How can Binary Relations on a Set with 3 Elements be Symmetric and Reflexive?

[muso07]

Homework Statement

Let A = {a, b, c} be a set with 3 elements.
(a) How many binary relations are there on A?
(b) How many binary relations on A are reflexive?
(c) How many relations on A are symmetric?
(d) How many binary relations on A are both symmetric and reflexive?

Homework Equations

The Attempt at a Solution

a) There are 2^9 = 512 binary relations on A.

b) Therere are 2^(9-3)=8 relations that are reflexive.

c) Here's where I got a bit stuck, not sure if this one's right.
(i) Sets with elements of the form (x,x) 2^3 = 8
(ii) Pairs with elements of the form (x,y) (y,x) (where x /= y): (9-3)/2 = 3. Sets with these elements: 2^3 = 8.
Is that right? And how do I get the number of relations which are symmetric from that? Is it just 8x8?

d) Completely confused, I don't get any of this part.

Any help would be appreciated!

 

[Dick]

Draw a three by three grid hence having 9 pairs.

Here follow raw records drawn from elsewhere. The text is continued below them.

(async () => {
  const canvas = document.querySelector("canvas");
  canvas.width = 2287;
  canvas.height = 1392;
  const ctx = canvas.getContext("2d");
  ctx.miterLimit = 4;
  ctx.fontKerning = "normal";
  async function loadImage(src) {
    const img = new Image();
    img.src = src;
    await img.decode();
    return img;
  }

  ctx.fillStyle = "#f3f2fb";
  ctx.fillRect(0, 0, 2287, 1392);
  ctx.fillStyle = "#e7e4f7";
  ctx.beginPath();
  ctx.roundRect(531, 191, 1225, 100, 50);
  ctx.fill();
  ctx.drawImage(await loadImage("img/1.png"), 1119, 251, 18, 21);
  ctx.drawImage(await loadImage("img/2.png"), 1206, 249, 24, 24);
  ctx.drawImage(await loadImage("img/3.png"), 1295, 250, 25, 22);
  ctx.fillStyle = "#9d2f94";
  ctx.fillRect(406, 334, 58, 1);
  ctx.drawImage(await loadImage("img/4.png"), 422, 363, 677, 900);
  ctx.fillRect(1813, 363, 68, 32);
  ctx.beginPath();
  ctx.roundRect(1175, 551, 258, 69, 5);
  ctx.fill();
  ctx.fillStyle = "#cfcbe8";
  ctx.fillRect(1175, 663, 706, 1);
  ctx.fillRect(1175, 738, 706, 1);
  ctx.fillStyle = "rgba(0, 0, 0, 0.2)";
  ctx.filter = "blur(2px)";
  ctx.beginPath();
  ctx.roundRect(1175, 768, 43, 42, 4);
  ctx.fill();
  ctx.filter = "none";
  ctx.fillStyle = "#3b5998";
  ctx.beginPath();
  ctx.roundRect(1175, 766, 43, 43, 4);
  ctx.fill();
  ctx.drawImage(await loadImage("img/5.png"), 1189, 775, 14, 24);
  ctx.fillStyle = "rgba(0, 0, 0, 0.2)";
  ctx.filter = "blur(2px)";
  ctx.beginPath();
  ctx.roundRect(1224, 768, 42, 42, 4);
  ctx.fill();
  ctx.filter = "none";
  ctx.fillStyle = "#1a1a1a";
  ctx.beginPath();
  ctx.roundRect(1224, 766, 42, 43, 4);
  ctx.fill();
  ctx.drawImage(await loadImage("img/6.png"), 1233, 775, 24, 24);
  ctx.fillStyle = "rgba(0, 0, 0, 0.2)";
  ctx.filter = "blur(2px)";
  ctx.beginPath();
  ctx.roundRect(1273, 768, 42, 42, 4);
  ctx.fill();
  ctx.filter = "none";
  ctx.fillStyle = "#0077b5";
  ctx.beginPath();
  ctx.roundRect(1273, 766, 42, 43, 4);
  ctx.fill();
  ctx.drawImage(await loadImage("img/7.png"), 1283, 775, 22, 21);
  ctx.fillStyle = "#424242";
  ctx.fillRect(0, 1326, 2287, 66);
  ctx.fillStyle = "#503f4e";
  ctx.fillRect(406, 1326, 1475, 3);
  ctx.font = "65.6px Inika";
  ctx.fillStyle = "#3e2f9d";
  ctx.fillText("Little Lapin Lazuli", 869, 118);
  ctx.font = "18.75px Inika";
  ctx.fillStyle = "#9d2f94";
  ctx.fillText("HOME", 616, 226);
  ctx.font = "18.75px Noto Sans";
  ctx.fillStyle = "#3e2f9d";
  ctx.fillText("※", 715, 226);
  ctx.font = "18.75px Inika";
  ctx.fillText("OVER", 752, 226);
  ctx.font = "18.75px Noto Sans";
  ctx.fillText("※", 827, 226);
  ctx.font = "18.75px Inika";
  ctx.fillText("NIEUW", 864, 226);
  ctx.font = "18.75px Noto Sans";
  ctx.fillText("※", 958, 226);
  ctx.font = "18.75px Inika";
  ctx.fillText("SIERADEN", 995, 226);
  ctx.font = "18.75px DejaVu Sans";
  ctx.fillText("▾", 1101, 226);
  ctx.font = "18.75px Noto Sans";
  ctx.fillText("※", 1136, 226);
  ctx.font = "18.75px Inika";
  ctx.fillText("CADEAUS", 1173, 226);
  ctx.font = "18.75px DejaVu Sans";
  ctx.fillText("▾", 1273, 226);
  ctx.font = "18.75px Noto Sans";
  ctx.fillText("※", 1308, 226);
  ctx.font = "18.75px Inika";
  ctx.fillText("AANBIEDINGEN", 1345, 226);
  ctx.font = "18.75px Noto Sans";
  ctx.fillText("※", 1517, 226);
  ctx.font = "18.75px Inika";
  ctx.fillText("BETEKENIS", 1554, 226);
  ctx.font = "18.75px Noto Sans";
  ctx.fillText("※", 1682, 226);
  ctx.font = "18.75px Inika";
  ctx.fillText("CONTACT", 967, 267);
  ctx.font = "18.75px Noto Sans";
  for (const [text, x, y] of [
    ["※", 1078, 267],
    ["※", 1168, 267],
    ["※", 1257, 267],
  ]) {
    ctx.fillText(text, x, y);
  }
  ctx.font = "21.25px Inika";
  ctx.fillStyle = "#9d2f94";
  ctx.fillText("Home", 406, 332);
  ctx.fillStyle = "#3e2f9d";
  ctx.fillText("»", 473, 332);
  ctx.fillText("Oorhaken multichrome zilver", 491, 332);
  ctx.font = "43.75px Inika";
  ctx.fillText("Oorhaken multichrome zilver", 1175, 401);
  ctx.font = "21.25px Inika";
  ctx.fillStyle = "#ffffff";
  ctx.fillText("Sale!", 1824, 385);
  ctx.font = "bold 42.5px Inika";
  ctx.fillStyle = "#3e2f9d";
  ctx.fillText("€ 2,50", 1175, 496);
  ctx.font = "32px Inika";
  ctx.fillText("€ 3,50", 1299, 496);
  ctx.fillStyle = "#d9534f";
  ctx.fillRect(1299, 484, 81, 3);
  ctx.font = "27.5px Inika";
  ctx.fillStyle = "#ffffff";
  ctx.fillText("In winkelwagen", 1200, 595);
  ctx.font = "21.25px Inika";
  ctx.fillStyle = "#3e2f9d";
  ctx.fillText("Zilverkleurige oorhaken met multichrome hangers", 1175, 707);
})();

You are good for the first one. There are nine possible choices of {true,false} to fill in for those 9 pairs. So 2^9=512 looks ok. But I start losing you at b). If it's reflexive then the three pairs along the diagonal must all be true. That leaves you only 9-3=6 pairs to fill in with your choice of {true,false}. But 2^6 is not equal to 8.

 

[muso07]

Sorry, typo. I meant 2^6=64 reflexive relations, but I'm still not sure about (c). Is the way I did it right? Because it doesn't feel right...

 

[Dick]

Yes, I think. If it's symmetric you get to make an arbitrary choice of {true,false} along the diagonal (x,x) and (x,y) for y<x. That's 6 choices. 2^6=64. Right. If it's reflexive and symmetric you lose the choice along the diagonal. Now you only have three free choices to make, right?